So after the Good Friday service we had to move the 15 foot wooden cross from the sanctuary to the Fellowship Hall. The man who made the cross created it such that it comes apart for storage and "handling." Did you ever think about how you handle a cross?
Anyway we used it for the Friday evening service so that all who wished could come to the foot of the cross and kneel. To look up at a 15 foot cross with black cloth hanging over the nails where hands would have been causes one to pause. I read what is called "the Reproaches," which are a set of accusations from God and Jesus about "why in the heck did you do this to me?"
We tend to think of Jesus "having to die" but we make all this too religious, too quick. I believe Jesus had a choice or it was not love that died on the cross but obligation. As a child I used to think, "Why couldn't Jesus have lived for our sins rather than die for our sins?" He tried you know.
He offered a way of life that could have changed everything. O sure it was and is a very radical way of life that accepts everybody no matter what stripe they are or religion they are or what sexual orientation they have on their sweatshirt, or if they are legal or illegal. But folks did and do have trouble with this kind of acceptance. We put limits on our love and then frame those limits with religious sounding rhetoric.
Jesus talked about living by the sword and dying by it. His first legislation offered on gun control got him shot...well it got him beat up and nailed to a cross. I'm not sure how tall his cross was. It was probably not 15 feet. They did not waste that much wood back then on the likes of crazy kings.
Jesus offered a kind of peace that the world cannot give and does not seem to want. We think it is weak and foolish. O we do not say that especially in church but we act it out in our lives and in our legislation. We want to make sure that we have our rights to arms, our rights to citizenship, our rights to our own health care, and our rights to make sure we are secure.
Jesus never talked about individual rights. He broke open every one's closed concept of community. His own disciples did not like how open the party was. They had their own invitation list. They spent a good deal of time trying to figure out Mohammad Ali's famous question, "Who is the greatest?"
Jesus offered a way of life that turns over most all of our established tables. They got rid of him by using that smaller cross. We get rid of him by burying him with religious terms or ignoring his way and substituting religion about Jesus for the religion of Jesus.

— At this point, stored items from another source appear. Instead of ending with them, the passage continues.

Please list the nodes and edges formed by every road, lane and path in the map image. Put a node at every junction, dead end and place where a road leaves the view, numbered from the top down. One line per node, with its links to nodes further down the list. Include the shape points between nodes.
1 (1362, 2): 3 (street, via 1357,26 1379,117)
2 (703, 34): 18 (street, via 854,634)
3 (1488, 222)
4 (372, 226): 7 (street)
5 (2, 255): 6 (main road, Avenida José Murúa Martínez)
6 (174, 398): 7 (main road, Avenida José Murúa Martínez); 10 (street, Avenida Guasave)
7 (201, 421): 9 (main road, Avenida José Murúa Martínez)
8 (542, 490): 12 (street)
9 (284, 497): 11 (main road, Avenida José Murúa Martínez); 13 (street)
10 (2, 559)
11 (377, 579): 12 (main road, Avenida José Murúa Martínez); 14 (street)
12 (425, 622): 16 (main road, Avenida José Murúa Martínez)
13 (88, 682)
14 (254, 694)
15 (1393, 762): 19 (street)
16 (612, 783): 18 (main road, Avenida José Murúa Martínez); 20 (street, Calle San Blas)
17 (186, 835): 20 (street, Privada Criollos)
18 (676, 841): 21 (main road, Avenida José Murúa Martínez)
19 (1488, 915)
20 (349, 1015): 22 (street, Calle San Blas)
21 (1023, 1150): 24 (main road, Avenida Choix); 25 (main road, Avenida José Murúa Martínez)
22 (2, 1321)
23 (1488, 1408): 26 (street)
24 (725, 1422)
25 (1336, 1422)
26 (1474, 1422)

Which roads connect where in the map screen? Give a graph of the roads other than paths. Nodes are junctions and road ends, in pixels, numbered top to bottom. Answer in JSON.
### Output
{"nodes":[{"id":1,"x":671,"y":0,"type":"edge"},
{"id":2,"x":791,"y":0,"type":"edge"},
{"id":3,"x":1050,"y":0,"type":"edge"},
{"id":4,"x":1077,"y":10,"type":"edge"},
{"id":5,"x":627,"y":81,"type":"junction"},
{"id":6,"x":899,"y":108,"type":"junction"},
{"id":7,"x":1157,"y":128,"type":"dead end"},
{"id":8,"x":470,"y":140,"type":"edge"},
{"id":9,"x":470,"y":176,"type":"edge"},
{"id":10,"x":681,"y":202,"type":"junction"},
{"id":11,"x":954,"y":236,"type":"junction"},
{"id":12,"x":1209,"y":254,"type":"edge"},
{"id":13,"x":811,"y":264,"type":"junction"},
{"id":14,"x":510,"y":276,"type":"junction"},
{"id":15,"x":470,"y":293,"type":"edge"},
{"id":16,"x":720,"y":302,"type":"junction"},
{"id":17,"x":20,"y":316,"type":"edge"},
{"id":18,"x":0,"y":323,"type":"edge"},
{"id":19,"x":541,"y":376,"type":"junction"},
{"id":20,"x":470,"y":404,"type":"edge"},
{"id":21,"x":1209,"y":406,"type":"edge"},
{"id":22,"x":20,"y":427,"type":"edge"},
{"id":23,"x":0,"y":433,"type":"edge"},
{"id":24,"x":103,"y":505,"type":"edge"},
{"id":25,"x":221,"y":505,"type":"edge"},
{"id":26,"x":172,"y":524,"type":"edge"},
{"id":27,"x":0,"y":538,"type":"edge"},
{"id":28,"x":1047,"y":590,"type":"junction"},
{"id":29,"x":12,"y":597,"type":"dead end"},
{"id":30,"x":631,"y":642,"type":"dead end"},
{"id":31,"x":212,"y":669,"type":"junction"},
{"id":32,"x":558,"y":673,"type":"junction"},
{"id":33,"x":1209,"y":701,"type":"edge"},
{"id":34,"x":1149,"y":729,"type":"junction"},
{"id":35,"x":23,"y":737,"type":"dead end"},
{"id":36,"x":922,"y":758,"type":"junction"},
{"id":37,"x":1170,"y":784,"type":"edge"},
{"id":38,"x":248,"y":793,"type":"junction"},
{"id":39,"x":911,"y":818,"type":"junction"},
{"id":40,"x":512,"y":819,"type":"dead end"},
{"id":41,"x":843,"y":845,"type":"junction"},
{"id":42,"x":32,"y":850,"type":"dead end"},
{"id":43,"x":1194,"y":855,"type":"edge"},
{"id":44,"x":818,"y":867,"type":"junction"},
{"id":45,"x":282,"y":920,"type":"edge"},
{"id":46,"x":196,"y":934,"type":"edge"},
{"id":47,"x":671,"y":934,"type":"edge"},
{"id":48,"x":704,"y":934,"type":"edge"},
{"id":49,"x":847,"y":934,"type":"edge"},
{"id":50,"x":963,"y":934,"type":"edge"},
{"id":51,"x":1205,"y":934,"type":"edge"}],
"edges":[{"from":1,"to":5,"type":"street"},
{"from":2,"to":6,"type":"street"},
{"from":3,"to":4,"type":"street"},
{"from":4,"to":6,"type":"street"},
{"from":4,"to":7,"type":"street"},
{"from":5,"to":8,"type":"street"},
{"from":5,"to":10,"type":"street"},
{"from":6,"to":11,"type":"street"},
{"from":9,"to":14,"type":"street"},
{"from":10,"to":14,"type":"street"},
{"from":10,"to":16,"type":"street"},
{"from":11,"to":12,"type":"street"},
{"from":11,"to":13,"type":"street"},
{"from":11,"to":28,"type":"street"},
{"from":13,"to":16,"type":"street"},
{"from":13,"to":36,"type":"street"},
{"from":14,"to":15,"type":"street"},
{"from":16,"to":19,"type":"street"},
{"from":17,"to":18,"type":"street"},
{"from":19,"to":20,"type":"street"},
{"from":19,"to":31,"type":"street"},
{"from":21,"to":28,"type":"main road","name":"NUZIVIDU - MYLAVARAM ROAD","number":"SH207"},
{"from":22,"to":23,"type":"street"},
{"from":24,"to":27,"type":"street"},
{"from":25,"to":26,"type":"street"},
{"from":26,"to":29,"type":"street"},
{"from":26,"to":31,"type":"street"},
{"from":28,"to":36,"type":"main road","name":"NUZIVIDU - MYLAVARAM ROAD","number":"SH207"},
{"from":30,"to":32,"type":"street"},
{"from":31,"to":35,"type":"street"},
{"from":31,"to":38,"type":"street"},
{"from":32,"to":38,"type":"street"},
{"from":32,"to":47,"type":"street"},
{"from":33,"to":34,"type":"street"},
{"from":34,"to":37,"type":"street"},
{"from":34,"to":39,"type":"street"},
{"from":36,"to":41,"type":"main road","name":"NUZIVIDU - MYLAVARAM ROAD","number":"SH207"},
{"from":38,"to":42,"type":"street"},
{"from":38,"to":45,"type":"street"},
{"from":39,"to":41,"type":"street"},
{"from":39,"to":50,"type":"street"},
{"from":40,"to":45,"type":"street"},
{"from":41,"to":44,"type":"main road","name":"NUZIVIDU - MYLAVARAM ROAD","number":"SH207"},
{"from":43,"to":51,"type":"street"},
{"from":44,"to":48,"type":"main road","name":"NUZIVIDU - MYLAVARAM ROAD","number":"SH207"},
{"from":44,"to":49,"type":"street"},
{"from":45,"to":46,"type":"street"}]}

So it took five of us to carry that 15 foot cross. It was quite a scene. We could barely get it through the church doors because we did not want to go the trouble of taking it apart so we moved it as if it was not marked, "Assembly Required." We slowly lifted it up and stood it in a place where they tell me that certain artistic angels will come in the night and hang hundreds of butterflies on it. No more black cloth. It's time for butterflies.
So this Easter know that his cross is heavy. It takes work. He hangs up there today to vividly remind us that living his way costs him and if we try it, it will cost us. "Pick up your cross and follow me," he once said. We wrote hymns about that but if we try it the world will change. People will still think to live like Jesus asked us to live will be unreal and foolish. Well read the story. I do not know about you but I've sold him out and betrayed him by cashing in my 30 pieces of silver for a comfortable, nice, safe, religious life.
Forgive me Jesus. Help me to take a chance on your way. Your cross got my attention.